Gay Student’s Right to Be 'Out' at School


LITTLE ROCK, AR -- In a court conference held this afternoon (Apr 21, 2003), the Pulaski County Special School District agreed with the American Civil Liberties Union and a federal judge that students have a Constitutional right to be openly gay in school.

"We're very pleased that the court recognized right away that a school has no place telling gay students that they can't be out of the closet at school, " said Leslie Cooper, a staff attorney for the ACLU Lesbian and Gay Rights Project.

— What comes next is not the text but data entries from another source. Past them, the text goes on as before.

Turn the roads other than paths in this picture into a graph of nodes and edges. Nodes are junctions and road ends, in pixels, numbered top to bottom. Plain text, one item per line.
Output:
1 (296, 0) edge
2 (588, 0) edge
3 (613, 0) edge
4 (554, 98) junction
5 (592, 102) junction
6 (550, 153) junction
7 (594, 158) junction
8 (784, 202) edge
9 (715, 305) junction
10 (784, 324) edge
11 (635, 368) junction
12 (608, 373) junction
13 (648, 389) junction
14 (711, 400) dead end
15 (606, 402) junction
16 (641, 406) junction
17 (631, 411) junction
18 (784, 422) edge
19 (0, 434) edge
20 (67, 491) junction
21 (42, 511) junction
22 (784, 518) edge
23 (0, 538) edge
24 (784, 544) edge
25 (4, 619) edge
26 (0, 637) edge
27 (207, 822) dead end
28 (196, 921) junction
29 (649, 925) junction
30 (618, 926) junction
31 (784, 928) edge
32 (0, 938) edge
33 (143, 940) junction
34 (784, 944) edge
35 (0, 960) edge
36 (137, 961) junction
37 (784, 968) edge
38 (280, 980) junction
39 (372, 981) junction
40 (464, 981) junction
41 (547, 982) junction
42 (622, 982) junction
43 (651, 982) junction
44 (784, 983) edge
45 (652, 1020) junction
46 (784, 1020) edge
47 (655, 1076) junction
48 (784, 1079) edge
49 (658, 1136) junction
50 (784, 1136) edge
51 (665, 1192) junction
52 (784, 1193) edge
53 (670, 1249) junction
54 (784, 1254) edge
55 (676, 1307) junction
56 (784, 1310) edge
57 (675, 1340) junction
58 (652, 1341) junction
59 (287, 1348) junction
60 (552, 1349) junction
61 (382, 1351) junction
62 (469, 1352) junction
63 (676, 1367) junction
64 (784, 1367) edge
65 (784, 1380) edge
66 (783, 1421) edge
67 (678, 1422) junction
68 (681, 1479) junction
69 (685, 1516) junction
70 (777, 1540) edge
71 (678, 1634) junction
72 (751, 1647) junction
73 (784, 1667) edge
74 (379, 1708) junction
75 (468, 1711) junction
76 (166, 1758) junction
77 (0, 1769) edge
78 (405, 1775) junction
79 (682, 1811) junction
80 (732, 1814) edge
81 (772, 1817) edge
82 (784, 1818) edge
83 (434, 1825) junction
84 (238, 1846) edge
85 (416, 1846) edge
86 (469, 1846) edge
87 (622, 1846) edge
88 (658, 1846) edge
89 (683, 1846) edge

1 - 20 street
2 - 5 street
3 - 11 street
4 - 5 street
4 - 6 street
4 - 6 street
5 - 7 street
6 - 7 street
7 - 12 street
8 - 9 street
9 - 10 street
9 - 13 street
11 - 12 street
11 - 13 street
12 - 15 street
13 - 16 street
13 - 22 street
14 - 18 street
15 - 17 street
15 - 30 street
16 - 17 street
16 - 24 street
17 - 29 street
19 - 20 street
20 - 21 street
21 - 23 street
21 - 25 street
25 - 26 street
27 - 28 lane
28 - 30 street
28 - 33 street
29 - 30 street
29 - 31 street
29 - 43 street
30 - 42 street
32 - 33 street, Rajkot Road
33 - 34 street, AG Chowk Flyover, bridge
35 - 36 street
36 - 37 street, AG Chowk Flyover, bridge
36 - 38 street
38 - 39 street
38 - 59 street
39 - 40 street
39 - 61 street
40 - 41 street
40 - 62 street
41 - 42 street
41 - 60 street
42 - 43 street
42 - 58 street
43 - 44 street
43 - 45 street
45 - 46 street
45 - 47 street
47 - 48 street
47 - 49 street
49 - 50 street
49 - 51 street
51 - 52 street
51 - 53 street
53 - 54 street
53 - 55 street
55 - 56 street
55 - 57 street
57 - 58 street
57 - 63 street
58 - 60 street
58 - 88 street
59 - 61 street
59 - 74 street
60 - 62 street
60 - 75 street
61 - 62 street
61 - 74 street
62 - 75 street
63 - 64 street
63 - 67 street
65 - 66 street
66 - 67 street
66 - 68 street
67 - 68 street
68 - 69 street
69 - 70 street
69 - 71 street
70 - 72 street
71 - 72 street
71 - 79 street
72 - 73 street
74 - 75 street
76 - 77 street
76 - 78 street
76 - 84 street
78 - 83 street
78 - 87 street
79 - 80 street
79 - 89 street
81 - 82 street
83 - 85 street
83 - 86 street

In talks with ACLU attorneys representing 14-year-old Thomas McLaughlin and counsel for the school district, U.S. District Judge G. Thomas Eisele said that under the First Amendment schools cannot silence or restrict students' speech unless it is disruptive. The school's attorney agreed when Judge Eisele asked if the school would adhere to the conditions the ACLU had asked for in its motion: that the school not restrict McLaughlin's speech during non-instructional time with regard to his sexual orientation or punishments he has received from school officials. Judge Eisele went on to tell attorneys that he would expedite the trial in McLaughlin's lawsuit, which the ACLU filed Tuesday.

"We're absolutely thrilled with what Judge Eisele had to say this afternoon, " said Rita Sklar, Executive Director of the ACLU of Arkansas. "Thomas McLaughlin has been muzzled by his teachers and administrators for far too long, and in America schools can't do that."

This afternoon's conference clears the way for the lawsuit, in which the ACLU contends that school officials violated Thomas McLaughlin's rights to free speech, equal protection, and privacy, and that they violated the establishment clause of the First Amendment by preaching to him and forcing him read the Bible as punishment.

The ACLU sent a letter to the district on March 13 describing how Jacksonville Junior High School faculty and administrators had "outed" Thomas McLaughlin to his parents without his permission, preached to him, made him read the Bible, and disciplined him for talking about his sexual orientation and later for talking about that punishment.

McLaughlin is represented by the ACLU's Lesbian and Gay Rights Project and attorney Kathy Hall of Little Rock, who is volunteering her services for the ACLU of Arkansas.